I have seriously been miserable about 90% of my life. I'm good at hiding it and have never wanted people to see that in me. I always felt like I was only living life the way I was because that's how your told it's supposed to be. I found myself not even enjoying things that I should have been. It honestly felt like my life had become automatic and I was just following a script. It was a feeling of being dead inside.
I came to a point in my life where I hit rock bottom. I was completely tired of living and it was like my body was still here and alive but my soul was gone. I felt like I had nothing inside and there was no hope to recover. I had just tried so hard to find the right answer but never truly found it.

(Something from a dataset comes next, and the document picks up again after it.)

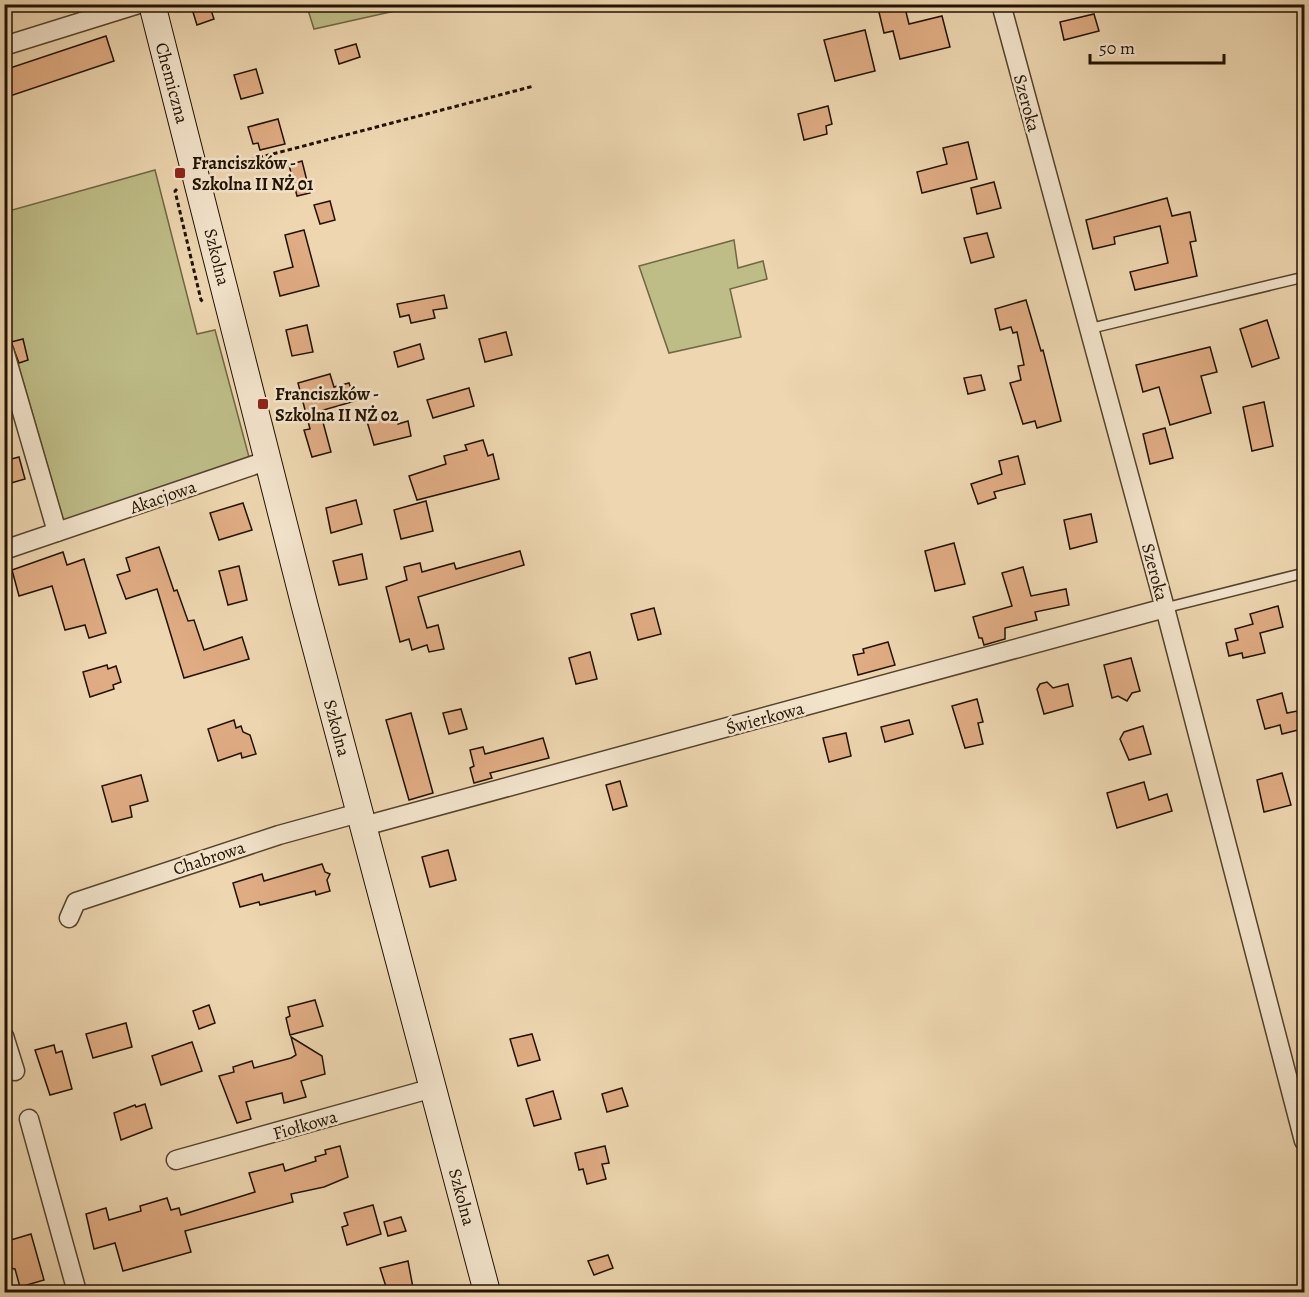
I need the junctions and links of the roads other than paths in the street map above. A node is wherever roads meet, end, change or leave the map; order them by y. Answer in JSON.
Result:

The advise I had around me was to take meds until I felt well enough to work and that would get me through it. Well I felt inside like that was crazy and would only make my life worse. I had money and nice things but if you can't even enjoy them then what's the point? Just making more money would not work for me. Money doesn't matter to me if I can't really be happy. And I am not one to just force myself through something if it's not real. So I gave up that kind of life in search of something real.
I quit. I stopped everything and decided to hit the streets. I had many offers from family to just stay with them until my spirits were back up. But the truth is my spirits were never up in the first place and I was really just burned out from fighting it. I knew staying with someone was really just taking the easy way out and really giving up. Like I said before I have always wanted to find my truth and I still didn't want to give up. I know i'll find my truth, my happiness, somewhere in this world. I just didn't know when or how.

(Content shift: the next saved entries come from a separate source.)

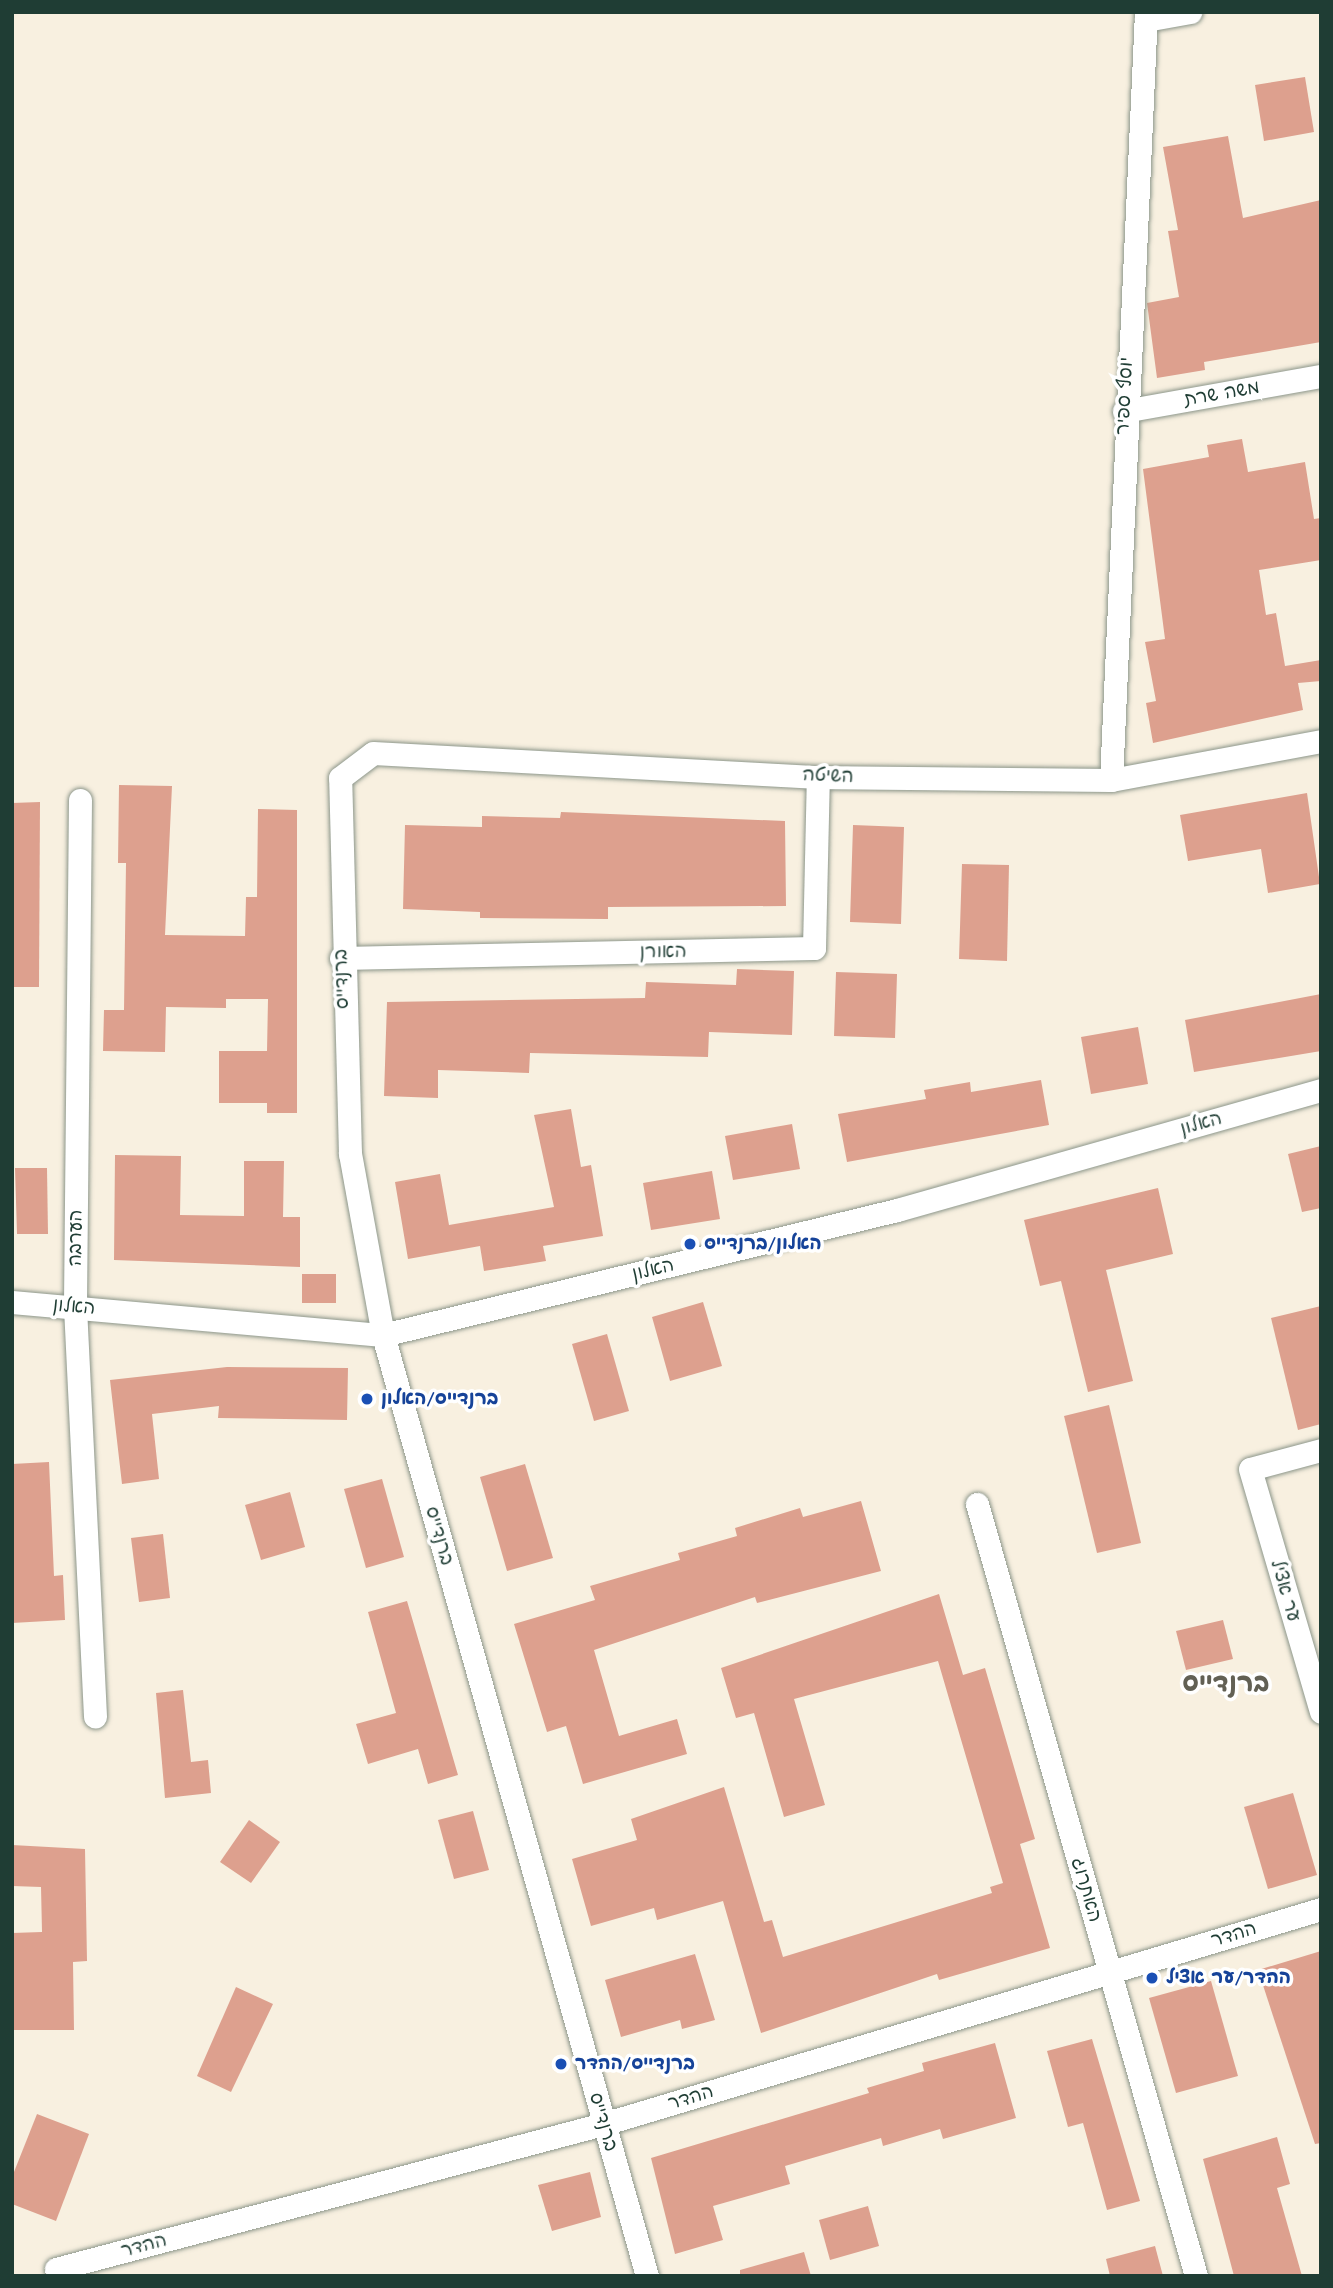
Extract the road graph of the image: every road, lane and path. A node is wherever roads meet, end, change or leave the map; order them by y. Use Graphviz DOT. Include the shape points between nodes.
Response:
graph roads {
  1 [pos="1190,12"];
  2 [pos="1146,16"];
  3 [pos="1321,376"];
  4 [pos="1124,411"];
  5 [pos="1321,741"];
  6 [pos="818,777"];
  7 [pos="340,778"];
  8 [pos="1111,780"];
  9 [pos="80,800"];
  10 [pos="341,958"];
  11 [pos="1321,1090"];
  12 [pos="12,1302"];
  13 [pos="75,1307"];
  14 [pos="383,1335"];
  15 [pos="1321,1450"];
  16 [pos="977,1504"];
  17 [pos="1321,1712"];
  18 [pos="95,1717"];
  19 [pos="1321,1909"];
  20 [pos="1110,1972"];
  21 [pos="603,2124"];
  22 [pos="56,2269"];
  23 [pos="647,2276"];
  24 [pos="1196,2276"];
  1 -- 2 [label="street"];
  2 -- 4 [label="street, יוסף ספיר"];
  3 -- 4 [label="street, משה שרת"];
  4 -- 8 [label="street, יוסף ספיר"];
  5 -- 8 [label="street, השיטה"];
  6 -- 7 [label="street, השיטה" via="373,753"];
  6 -- 8 [label="street, השיטה"];
  6 -- 10 [label="street, האורן" via="814,948"];
  7 -- 10 [label="street, ברנדייס"];
  9 -- 13 [label="street, הערבה"];
  10 -- 14 [label="street, ברנדייס" via="350,1154"];
  11 -- 14 [label="street, האלון" via="897,1210"];
  12 -- 13 [label="street, האלון"];
  13 -- 14 [label="street, האלון"];
  13 -- 18 [label="street, הערבה"];
  14 -- 21 [label="street, ברנדייס"];
  15 -- 17 [label="street, ער אציל" via="1250,1469"];
  16 -- 20 [label="street, האתרוג"];
  19 -- 20 [label="street, ההדר"];
  20 -- 21 [label="street, ההדר"];
  20 -- 24 [label="street, האתרוג"];
  21 -- 22 [label="street, ההדר"];
  21 -- 23 [label="street, ברנדייס"];
}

So I hit the road. A place where I don't need to depend on anyone. A place where I wasn't a burden to anyone, and where I wasn't anyones inconvenience. I would have to see real life for myself and see who I really am.
Let me jus say, this has been the best thing to ever happen in my life. I made a choice that I would travel to and help people there also in the near future. I know that helping others has always made me feel alive and happy. But I really have never had a good opportunity to do that as my life was clouded with too many other commitments. And I want to help people in a truly sincere way. Nothing where I'm trying to make money for myself or a company. Nothing but pure help. I realized quickly that I could do that anywhere people are. I have experienced helping others just through spending time to talk with them and understand them. I don't get paid and most people I deal with are homeless, but there are some really great people out here that deserve it just as much as anyone.
I am very lucky to have met some of the people I have met on the streets. And even if I am helping them, they really are helping me just as much if not more. They have helped me to feel alive and to feel like I am actually living life now. It's been a miracle and I honestly am finding happiness in the last place I expected. My body is sore and hurting everyday. I have bug bites all over and most of the time smell like monkey butt. But I feel richer than I ever have and wouldn't change anything about this decision. I feel so much hope now and have an awesome support system, all over the world! I never thought my life would come here and I am just shocked in what an amazing thing this has become.
I want to thank everyone again for your support and I really hope to give back in the future. I want to share my happiness with others so they know it's real. Im a believer now that all you need in life to be happy is a few things on your back, and the courage to never give up. And that courage definitely is not only your own. I have had help all over in this journey and can't take credit for hardly anything. I know it hasn't been long since my journals started but this journey actually started a couple months back. I know also that this doesn't mean I am fixed for life. I don't even know that I am fixed. But I do know that I have been given the courage I needed and now have a much more clear sight of what this life means. I see now that I have grown to find a piece of truth. And that money is something, but it is NOT everything. Thanks to everyone for all you have helped me with. I will never forget it and plan to share the love as long as I can.